*** Opening Supplied records ***

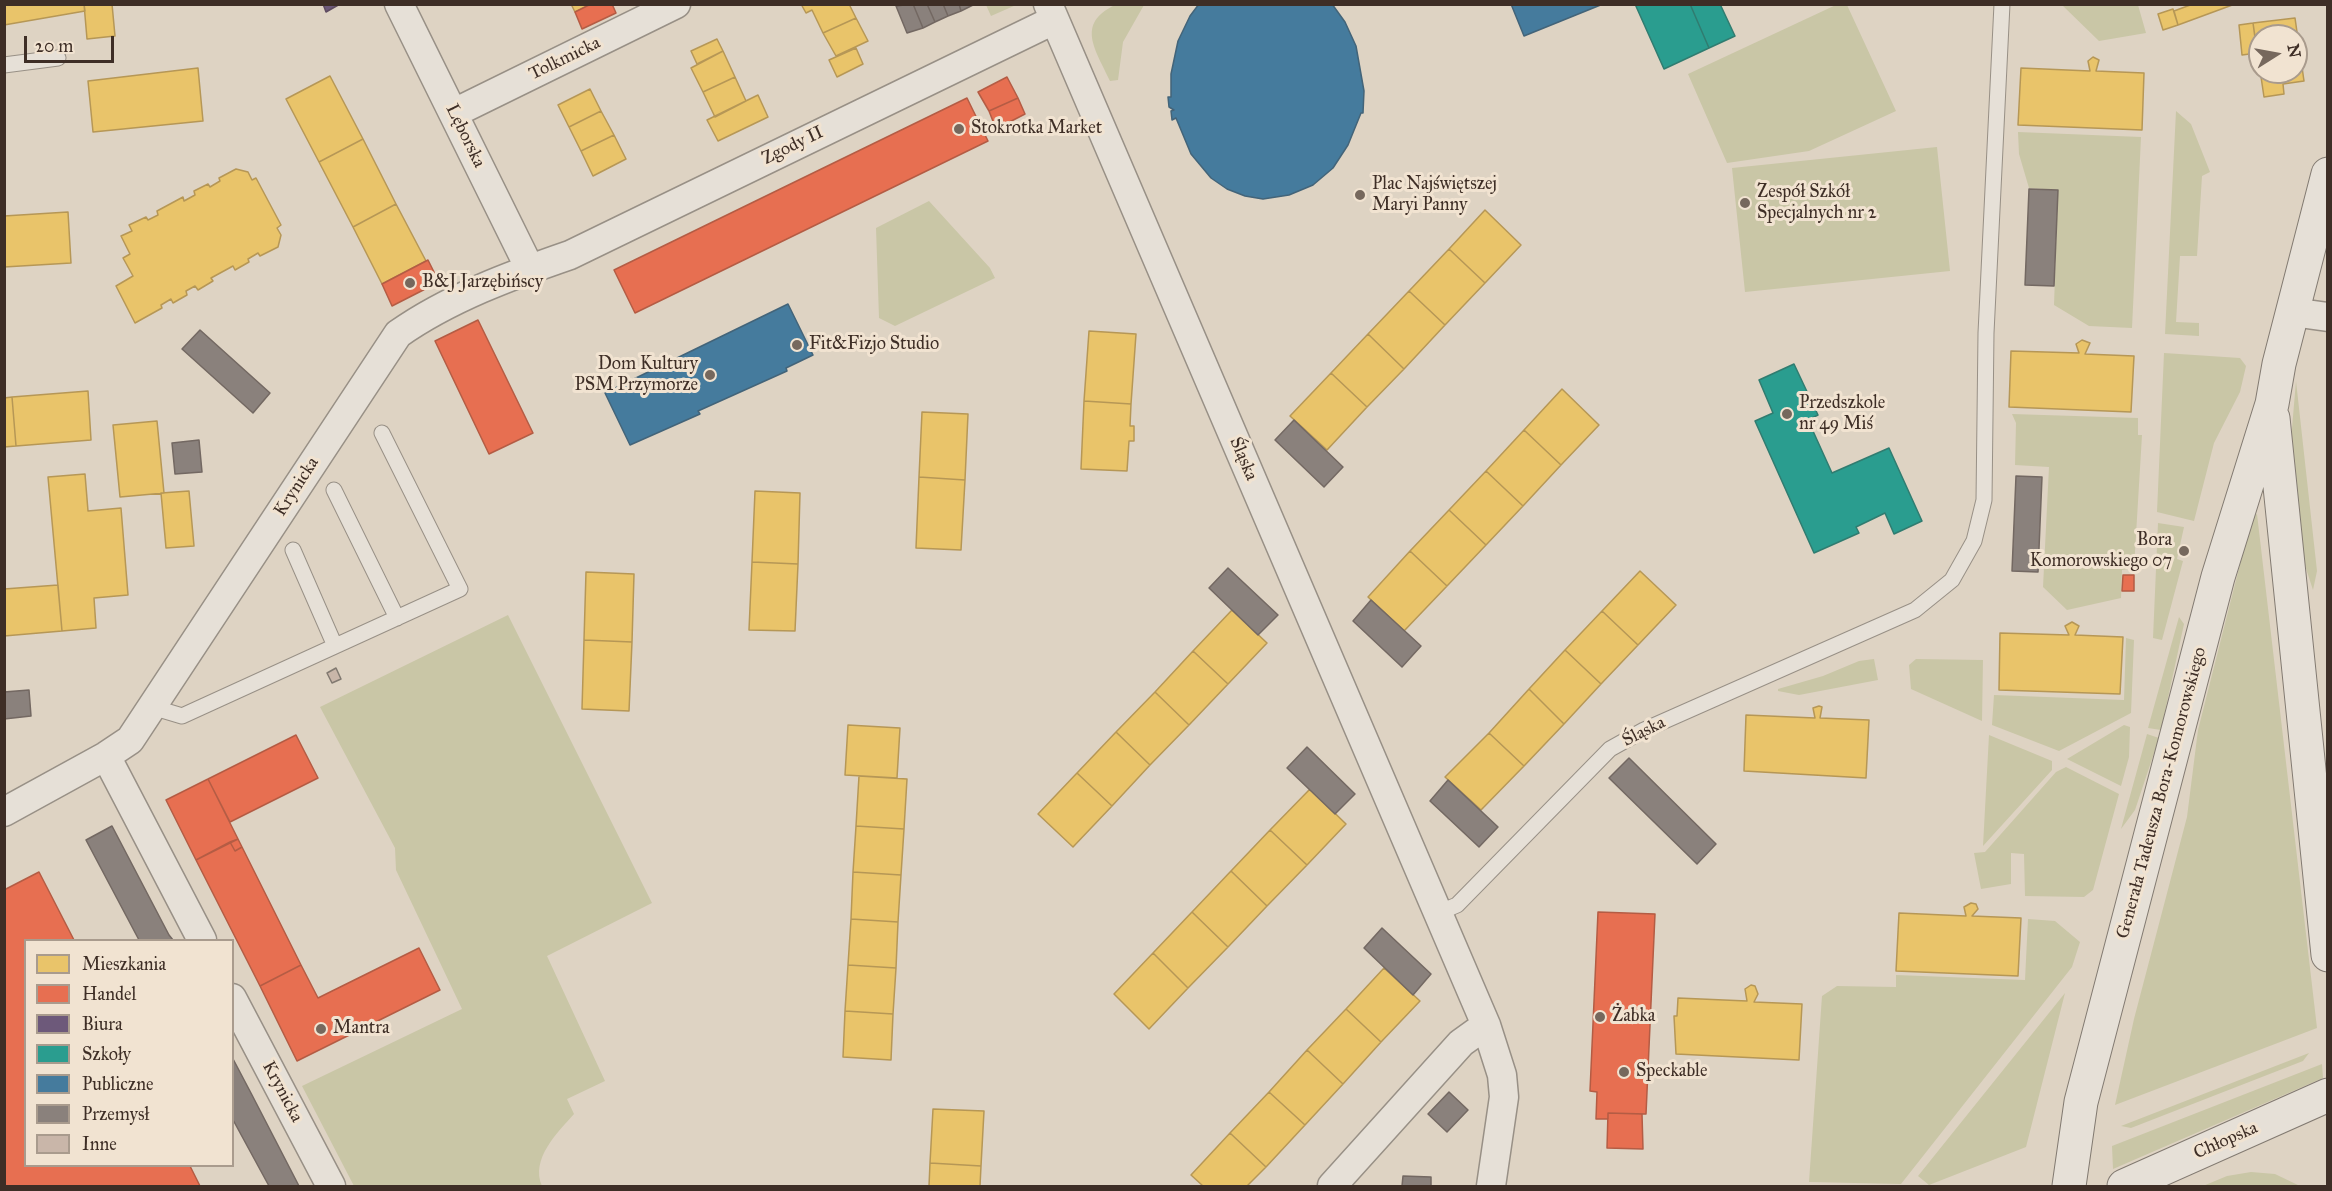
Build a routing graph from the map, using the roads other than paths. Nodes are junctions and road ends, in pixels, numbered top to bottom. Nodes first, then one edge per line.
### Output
1 (399, 4) edge
2 (2002, 4) edge
3 (670, 6) edge
4 (1051, 12) edge
5 (58, 58) dead end
6 (4, 65) edge
7 (454, 113) junction
8 (2328, 174) edge
9 (530, 269) junction
10 (2292, 312) junction
11 (2328, 317) edge
12 (2272, 405) junction
13 (382, 433) dead end
14 (334, 490) dead end
15 (292, 550) dead end
16 (397, 618) junction
17 (335, 646) junction
18 (153, 707) junction
19 (106, 756) junction
20 (4, 812) edge
21 (1438, 913) junction
22 (201, 939) edge
23 (2328, 955) edge
24 (234, 1002) edge
25 (1486, 1025) junction
26 (2328, 1095) edge
27 (331, 1186) edge
28 (1332, 1186) edge
29 (1491, 1186) edge
30 (2069, 1186) edge
31 (2124, 1186) edge

1 - 7 street, Lęborska
2 - 21 lane, Śląska
3 - 7 street, Tolkmicka
4 - 9 street, Zgody II
4 - 21 street, Śląska
5 - 6 lane
7 - 9 street, Lęborska
8 - 10 street, Generała Tadeusza Bora-Komorowskiego
9 - 18 street, Krynicka
10 - 11 street
10 - 12 street, Generała Tadeusza Bora-Komorowskiego
12 - 23 street, Generała Tadeusza Bora-Komorowskiego
12 - 30 street, Generała Tadeusza Bora-Komorowskiego
13 - 16 lane
14 - 16 lane
15 - 17 lane
16 - 17 lane
17 - 18 lane
18 - 19 street, Krynicka
19 - 20 street, Krynicka
19 - 22 street
21 - 25 street, Śląska
24 - 27 street, Krynicka
25 - 28 street
25 - 29 street, Śląska
26 - 31 street, Chłopska

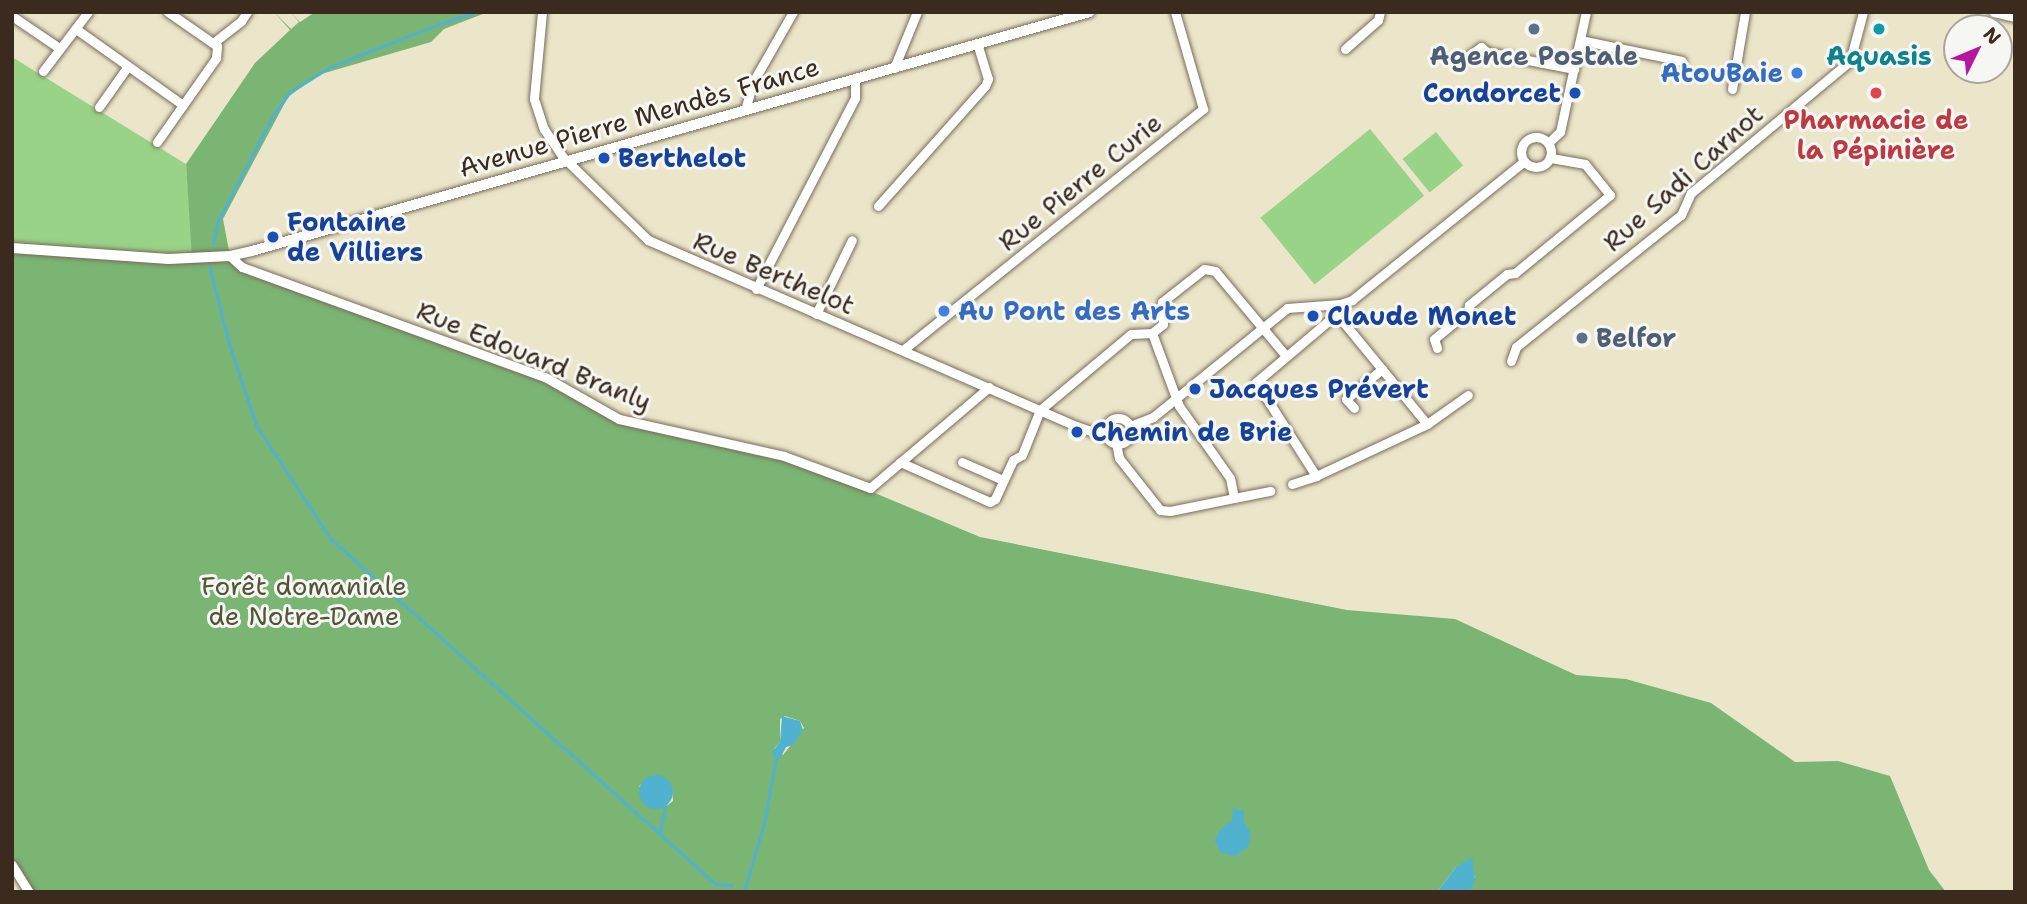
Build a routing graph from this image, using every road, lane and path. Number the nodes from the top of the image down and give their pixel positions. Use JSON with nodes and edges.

*** Closing Supplied records ***

#### [Task goal]
Among the records above, find each line containing the string "road" and copy it.

#### [Response to this task]
Build a routing graph from the map, using the roads other than paths. Nodes are junctions and road ends, in pixels, numbered top to bottom. Nodes first, then one edge per line.
Build a routing graph from this image, using every road, lane and path. Number the nodes from the top of the image down and give their pixel positions. Use JSON with nodes and edges.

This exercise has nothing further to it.